Exercise requirements = Across the records below, how many lines contain the string "each"? Give the number by itself.

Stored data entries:
-=-=-=-=-

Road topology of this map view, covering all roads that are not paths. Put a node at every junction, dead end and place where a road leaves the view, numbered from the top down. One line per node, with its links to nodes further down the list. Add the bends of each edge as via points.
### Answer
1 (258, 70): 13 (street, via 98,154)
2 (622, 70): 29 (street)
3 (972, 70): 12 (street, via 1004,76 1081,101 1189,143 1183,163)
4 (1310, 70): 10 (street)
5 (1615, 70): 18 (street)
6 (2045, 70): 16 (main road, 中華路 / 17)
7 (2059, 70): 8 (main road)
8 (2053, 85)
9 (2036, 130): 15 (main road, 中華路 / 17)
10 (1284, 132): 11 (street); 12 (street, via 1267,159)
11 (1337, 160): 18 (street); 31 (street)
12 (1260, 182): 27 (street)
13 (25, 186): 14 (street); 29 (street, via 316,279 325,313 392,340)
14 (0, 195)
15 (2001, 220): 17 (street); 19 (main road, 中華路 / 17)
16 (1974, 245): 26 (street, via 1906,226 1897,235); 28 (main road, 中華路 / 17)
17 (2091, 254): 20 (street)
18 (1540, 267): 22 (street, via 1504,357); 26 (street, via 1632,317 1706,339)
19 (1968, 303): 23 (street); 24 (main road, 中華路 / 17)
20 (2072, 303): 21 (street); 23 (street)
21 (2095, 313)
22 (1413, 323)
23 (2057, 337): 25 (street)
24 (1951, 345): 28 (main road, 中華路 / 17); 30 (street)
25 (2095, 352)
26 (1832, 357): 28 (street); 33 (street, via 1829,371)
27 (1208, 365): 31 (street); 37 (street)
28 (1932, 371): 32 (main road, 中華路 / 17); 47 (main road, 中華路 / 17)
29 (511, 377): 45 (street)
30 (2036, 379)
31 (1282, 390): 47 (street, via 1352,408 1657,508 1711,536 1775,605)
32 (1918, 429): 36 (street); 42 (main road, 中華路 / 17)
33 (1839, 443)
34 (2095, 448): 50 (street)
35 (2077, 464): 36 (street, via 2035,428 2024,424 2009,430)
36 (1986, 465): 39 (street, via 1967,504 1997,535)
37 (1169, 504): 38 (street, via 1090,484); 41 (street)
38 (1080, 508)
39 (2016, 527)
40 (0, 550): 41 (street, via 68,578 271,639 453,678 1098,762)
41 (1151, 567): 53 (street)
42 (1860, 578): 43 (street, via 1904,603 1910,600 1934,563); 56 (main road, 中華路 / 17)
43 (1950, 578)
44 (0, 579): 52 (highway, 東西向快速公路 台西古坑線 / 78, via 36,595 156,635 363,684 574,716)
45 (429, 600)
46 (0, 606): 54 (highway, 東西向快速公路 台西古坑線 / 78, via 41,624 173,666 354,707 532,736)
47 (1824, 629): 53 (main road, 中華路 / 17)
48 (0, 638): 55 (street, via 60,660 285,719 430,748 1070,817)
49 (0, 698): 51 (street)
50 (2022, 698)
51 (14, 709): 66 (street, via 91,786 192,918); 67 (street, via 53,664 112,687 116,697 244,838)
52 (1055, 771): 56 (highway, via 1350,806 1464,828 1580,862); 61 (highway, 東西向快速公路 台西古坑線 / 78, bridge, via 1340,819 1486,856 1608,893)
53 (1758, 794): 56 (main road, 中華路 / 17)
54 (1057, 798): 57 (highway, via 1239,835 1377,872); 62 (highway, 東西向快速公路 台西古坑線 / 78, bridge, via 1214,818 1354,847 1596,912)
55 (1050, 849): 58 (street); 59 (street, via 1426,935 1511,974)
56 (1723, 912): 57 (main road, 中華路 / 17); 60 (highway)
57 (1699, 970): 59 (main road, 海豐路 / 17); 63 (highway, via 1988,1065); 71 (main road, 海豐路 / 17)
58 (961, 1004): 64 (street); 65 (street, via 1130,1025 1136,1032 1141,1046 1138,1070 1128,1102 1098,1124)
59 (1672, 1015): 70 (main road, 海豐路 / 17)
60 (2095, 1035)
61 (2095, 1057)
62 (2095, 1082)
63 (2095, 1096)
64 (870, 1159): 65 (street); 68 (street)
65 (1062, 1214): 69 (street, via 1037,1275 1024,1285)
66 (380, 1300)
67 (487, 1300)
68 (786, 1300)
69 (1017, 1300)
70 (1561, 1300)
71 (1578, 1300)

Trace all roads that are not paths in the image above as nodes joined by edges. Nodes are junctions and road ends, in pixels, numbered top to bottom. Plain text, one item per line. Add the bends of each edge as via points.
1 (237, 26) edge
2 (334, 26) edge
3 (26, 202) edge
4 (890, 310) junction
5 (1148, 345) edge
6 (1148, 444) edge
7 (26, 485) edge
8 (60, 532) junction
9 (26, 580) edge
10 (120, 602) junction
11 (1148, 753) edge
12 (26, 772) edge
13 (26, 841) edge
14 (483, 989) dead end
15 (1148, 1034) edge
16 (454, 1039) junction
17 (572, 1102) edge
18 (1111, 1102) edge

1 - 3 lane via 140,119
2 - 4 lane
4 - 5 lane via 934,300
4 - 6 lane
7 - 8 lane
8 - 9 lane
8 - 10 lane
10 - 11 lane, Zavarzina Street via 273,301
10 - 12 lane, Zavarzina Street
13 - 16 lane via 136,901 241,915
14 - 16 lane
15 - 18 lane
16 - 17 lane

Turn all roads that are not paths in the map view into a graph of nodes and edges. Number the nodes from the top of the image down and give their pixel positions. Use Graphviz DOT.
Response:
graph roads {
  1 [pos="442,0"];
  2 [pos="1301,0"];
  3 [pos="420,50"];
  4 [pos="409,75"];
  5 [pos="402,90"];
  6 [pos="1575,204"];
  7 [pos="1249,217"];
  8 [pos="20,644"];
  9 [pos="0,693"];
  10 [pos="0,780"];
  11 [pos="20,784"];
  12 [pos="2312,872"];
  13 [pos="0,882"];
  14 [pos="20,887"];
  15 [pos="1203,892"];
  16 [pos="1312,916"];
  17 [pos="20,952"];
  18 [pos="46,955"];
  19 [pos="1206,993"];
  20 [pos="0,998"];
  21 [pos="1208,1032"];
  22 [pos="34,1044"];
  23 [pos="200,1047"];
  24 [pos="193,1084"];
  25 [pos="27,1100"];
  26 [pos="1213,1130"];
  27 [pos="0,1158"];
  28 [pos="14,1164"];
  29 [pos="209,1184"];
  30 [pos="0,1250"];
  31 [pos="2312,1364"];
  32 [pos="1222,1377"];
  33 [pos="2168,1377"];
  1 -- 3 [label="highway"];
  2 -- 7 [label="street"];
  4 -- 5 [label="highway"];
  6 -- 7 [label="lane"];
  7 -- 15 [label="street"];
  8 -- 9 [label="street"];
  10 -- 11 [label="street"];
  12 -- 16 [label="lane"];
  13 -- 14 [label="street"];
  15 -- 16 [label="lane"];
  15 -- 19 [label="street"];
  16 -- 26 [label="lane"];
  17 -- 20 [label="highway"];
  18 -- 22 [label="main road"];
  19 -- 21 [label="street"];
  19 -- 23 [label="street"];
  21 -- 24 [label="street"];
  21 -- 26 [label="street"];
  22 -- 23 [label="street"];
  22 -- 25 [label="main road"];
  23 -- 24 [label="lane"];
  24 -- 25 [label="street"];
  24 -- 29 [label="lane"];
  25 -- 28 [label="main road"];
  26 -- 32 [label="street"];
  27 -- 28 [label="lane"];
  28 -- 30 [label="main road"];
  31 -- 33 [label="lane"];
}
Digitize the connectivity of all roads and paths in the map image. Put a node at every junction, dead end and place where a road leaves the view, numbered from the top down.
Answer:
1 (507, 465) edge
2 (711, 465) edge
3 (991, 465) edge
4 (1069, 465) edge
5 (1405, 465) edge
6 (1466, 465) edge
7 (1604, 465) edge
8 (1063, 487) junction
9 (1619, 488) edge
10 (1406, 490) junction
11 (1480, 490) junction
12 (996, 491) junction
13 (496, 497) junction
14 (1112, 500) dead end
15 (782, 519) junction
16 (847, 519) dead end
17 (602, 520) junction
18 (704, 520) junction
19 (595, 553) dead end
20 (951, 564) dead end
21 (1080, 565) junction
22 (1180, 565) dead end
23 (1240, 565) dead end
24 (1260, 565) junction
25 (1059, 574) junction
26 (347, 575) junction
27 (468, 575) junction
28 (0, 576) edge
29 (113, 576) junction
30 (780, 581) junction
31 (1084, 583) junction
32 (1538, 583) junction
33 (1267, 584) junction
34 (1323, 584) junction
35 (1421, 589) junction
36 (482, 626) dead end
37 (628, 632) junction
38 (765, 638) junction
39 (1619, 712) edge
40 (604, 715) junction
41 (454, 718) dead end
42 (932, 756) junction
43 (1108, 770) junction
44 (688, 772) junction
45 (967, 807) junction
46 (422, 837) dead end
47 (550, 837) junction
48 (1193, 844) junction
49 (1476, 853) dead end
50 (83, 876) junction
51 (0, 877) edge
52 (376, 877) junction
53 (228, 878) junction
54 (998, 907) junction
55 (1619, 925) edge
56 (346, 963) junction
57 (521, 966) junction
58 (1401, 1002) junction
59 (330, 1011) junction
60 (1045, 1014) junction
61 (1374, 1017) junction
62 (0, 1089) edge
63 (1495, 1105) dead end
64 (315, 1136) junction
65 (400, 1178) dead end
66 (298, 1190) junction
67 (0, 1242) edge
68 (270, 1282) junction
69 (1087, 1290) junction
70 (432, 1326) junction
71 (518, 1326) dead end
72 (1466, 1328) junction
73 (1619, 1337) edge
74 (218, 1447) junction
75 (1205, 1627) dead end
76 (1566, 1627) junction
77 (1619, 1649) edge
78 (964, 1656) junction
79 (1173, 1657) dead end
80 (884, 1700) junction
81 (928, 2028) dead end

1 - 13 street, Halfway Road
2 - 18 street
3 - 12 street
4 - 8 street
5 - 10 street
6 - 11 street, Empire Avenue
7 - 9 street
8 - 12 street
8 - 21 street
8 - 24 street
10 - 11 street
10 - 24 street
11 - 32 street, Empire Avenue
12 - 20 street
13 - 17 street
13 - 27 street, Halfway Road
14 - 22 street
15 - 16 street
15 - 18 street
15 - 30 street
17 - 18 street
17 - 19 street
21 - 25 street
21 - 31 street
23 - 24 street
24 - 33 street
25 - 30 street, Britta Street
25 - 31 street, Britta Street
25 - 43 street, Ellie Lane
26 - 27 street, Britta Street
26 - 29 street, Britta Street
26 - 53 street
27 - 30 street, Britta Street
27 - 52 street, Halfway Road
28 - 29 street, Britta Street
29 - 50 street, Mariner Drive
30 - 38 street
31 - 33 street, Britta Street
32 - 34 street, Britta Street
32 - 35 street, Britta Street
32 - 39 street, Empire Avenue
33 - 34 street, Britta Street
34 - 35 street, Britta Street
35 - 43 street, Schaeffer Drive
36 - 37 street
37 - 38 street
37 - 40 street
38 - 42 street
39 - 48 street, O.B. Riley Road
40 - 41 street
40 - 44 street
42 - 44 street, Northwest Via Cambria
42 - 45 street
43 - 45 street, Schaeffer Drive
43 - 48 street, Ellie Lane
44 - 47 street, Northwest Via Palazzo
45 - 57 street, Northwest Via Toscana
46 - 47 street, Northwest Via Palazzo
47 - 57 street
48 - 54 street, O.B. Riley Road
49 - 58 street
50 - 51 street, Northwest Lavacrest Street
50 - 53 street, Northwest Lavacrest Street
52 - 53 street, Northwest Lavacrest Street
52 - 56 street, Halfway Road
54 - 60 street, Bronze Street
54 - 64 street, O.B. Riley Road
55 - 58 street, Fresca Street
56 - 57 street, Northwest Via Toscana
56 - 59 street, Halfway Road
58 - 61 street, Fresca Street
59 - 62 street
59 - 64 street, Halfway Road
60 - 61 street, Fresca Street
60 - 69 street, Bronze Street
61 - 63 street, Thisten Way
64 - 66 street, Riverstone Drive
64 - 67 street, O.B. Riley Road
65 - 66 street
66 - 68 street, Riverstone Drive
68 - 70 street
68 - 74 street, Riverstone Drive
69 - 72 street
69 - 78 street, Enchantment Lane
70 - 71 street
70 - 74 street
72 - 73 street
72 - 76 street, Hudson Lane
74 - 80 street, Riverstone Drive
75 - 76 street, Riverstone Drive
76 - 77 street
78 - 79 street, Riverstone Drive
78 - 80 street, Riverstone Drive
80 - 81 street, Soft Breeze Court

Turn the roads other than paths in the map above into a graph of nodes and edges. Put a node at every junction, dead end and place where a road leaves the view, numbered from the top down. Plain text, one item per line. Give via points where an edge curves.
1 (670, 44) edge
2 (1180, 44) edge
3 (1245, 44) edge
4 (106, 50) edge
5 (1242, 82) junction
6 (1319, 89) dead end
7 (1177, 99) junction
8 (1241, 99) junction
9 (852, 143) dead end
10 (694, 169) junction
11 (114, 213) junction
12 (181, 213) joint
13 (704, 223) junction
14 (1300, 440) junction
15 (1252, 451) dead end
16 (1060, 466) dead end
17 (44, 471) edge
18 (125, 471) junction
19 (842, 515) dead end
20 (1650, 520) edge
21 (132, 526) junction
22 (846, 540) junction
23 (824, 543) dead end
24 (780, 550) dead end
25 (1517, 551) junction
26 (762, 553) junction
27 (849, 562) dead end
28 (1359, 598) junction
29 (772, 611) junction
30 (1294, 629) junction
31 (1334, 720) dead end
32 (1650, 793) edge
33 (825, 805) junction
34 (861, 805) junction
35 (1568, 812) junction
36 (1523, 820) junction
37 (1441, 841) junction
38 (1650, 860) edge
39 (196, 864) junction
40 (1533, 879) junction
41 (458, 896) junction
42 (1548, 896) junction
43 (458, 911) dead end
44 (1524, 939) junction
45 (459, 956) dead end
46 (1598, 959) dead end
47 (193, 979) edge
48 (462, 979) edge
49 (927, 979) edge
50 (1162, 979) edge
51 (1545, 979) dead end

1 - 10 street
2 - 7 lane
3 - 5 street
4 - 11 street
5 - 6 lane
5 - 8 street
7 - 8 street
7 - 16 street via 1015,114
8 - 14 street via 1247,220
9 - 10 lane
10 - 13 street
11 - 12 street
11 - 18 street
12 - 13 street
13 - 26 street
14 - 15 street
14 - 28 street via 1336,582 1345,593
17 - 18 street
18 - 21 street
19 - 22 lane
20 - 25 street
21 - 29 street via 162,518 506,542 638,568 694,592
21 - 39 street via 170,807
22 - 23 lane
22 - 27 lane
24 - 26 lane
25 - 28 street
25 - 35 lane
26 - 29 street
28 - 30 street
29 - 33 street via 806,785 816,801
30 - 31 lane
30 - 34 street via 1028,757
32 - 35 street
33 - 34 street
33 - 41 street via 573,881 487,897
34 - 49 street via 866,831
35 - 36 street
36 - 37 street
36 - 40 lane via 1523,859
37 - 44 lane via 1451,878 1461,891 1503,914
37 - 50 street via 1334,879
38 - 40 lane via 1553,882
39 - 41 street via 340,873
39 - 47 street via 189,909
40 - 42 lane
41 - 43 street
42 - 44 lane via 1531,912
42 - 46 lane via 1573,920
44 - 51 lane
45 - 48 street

-=-=-=-=-

The completed task = 2